* [What to work on]:
From the data, return each line holding the word "formed".

* [Task material]:
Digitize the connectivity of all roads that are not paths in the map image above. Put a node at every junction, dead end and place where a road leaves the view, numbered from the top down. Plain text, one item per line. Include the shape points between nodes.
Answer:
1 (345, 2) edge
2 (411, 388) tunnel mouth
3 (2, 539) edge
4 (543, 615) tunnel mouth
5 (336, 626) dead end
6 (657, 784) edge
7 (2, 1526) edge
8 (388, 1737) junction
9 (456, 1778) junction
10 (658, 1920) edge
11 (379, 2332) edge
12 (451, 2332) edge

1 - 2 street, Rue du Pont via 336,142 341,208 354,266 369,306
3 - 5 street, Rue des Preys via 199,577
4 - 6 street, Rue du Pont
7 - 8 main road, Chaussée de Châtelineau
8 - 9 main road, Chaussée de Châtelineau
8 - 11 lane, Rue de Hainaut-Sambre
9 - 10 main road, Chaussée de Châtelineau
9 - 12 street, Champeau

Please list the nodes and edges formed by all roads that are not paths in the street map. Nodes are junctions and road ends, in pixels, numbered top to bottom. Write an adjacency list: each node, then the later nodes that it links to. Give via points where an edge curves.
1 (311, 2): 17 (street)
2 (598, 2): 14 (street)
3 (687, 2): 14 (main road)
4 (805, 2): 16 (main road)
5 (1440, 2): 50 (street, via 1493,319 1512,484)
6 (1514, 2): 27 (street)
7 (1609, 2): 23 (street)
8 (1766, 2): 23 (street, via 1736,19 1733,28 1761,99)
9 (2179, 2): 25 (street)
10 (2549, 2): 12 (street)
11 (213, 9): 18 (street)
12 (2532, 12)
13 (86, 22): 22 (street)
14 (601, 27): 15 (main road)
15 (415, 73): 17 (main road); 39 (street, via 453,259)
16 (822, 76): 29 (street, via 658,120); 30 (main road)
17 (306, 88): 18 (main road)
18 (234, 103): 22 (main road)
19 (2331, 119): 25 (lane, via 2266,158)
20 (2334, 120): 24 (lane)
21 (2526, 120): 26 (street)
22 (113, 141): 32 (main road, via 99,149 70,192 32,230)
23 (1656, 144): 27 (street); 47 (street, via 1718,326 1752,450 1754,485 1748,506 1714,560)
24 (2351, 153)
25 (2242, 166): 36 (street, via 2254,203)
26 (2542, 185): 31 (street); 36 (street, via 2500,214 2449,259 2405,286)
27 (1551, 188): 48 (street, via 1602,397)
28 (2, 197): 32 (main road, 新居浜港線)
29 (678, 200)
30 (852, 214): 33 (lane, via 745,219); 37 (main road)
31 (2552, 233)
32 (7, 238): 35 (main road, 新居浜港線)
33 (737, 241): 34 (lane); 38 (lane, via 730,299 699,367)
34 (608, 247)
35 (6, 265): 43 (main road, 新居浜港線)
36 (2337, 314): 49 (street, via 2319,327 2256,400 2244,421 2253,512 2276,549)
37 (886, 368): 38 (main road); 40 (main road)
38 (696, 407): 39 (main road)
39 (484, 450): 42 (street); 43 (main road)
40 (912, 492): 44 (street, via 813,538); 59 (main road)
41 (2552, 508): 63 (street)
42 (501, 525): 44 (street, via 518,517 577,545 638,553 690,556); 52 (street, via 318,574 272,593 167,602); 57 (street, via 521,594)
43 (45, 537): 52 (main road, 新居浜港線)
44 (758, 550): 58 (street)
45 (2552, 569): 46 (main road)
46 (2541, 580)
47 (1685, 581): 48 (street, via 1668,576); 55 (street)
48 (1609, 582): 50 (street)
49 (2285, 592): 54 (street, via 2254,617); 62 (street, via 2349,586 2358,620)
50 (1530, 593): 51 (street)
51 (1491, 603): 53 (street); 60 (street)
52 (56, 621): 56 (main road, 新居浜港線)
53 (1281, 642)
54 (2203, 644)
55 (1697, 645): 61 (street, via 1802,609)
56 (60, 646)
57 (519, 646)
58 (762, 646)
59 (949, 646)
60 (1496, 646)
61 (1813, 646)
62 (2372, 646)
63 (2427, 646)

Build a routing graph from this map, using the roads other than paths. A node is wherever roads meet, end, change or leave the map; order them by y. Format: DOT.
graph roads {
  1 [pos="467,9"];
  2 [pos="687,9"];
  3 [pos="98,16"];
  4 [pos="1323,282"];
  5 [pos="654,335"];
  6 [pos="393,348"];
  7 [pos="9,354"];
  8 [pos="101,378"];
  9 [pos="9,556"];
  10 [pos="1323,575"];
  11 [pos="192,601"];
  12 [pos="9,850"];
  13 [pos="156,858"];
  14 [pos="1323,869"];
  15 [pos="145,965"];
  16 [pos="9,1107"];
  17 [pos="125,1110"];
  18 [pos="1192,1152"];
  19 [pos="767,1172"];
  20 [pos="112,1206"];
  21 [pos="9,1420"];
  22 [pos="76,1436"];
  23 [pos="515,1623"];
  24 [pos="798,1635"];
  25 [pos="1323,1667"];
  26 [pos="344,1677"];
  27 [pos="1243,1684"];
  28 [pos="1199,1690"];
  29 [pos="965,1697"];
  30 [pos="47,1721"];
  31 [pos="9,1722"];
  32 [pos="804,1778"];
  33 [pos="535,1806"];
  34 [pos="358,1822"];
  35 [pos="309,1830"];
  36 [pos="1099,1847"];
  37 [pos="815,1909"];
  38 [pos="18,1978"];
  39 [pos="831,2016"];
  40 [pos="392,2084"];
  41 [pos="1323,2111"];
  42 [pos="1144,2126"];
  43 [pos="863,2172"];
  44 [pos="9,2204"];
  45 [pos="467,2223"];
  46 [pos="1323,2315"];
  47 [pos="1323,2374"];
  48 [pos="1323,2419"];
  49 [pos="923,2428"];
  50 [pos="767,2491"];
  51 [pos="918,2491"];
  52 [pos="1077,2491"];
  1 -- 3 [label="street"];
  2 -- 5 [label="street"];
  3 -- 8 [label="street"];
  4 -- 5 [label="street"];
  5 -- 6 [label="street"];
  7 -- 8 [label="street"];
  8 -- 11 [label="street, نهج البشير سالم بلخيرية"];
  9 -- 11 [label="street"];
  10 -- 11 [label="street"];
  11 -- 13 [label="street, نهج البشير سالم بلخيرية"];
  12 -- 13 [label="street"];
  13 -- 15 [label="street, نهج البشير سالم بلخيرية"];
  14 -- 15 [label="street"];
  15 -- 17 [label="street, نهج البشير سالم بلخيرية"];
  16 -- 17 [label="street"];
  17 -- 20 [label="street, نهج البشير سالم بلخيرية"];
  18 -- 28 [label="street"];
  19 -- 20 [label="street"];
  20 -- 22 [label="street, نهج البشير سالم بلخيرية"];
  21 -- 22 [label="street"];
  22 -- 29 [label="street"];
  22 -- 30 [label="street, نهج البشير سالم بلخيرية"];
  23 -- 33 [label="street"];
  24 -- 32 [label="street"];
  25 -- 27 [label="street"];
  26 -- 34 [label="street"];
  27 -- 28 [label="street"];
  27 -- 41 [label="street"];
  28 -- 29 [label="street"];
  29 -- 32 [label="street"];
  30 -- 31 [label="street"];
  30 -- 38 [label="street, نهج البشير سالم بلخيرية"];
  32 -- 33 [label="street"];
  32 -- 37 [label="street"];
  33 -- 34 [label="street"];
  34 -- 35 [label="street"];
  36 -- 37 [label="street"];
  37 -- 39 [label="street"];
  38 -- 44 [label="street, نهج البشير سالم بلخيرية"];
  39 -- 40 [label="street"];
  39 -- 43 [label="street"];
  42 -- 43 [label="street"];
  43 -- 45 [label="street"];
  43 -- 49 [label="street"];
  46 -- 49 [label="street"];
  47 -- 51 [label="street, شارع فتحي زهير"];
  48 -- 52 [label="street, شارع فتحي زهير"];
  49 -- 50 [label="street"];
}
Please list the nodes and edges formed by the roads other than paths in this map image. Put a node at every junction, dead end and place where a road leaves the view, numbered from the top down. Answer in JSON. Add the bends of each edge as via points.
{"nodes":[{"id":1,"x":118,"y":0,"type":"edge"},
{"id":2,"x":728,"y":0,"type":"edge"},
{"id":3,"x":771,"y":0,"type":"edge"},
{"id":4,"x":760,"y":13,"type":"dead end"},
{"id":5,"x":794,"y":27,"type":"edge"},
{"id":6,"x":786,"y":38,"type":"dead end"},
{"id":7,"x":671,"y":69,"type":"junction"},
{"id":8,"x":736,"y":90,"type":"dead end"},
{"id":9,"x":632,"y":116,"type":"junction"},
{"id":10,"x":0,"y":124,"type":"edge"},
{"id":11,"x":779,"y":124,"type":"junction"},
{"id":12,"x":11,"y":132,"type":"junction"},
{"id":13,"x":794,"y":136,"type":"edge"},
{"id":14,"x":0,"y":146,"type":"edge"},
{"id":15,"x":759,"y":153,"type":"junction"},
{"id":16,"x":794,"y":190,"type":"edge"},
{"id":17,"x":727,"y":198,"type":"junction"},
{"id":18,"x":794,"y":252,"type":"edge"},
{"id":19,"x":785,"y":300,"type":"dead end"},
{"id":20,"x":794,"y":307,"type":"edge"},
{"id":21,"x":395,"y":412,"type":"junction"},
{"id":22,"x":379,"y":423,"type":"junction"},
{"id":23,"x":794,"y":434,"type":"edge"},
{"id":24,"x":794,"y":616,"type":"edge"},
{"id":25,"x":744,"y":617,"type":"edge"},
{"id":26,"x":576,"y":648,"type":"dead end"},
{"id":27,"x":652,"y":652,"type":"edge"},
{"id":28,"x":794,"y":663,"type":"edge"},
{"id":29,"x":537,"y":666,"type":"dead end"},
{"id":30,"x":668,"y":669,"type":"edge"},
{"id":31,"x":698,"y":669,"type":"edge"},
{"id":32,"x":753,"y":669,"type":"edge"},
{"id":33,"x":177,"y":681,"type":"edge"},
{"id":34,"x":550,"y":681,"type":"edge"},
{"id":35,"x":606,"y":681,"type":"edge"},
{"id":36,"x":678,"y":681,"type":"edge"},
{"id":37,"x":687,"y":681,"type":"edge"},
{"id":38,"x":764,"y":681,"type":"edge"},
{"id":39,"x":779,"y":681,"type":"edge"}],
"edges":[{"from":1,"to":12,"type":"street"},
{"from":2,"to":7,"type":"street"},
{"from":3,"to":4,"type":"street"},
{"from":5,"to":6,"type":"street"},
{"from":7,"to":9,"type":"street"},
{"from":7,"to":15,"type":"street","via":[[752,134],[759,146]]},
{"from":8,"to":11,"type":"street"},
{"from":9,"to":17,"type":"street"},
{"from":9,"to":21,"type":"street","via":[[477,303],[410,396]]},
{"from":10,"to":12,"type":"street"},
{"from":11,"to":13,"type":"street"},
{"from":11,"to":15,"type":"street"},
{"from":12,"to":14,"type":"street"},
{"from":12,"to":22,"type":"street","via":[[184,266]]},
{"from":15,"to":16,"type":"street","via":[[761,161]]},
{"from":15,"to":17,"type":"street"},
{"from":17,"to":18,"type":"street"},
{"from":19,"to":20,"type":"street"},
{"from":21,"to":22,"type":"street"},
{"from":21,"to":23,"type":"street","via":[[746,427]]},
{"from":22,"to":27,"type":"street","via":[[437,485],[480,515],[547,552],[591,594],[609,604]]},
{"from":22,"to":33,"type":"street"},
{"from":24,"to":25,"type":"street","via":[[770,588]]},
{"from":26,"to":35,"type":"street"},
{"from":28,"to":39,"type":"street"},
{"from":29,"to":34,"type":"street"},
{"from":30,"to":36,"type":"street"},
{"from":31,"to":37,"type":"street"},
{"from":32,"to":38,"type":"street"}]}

* [Finished task]:
Please list the nodes and edges formed by all roads that are not paths in the street map. Nodes are junctions and road ends, in pixels, numbered top to bottom. Write an adjacency list: each node, then the later nodes that it links to. Give via points where an edge curves.
Please list the nodes and edges formed by the roads other than paths in this map image. Put a node at every junction, dead end and place where a road leaves the view, numbered from the top down. Answer in JSON. Add the bends of each edge as via points.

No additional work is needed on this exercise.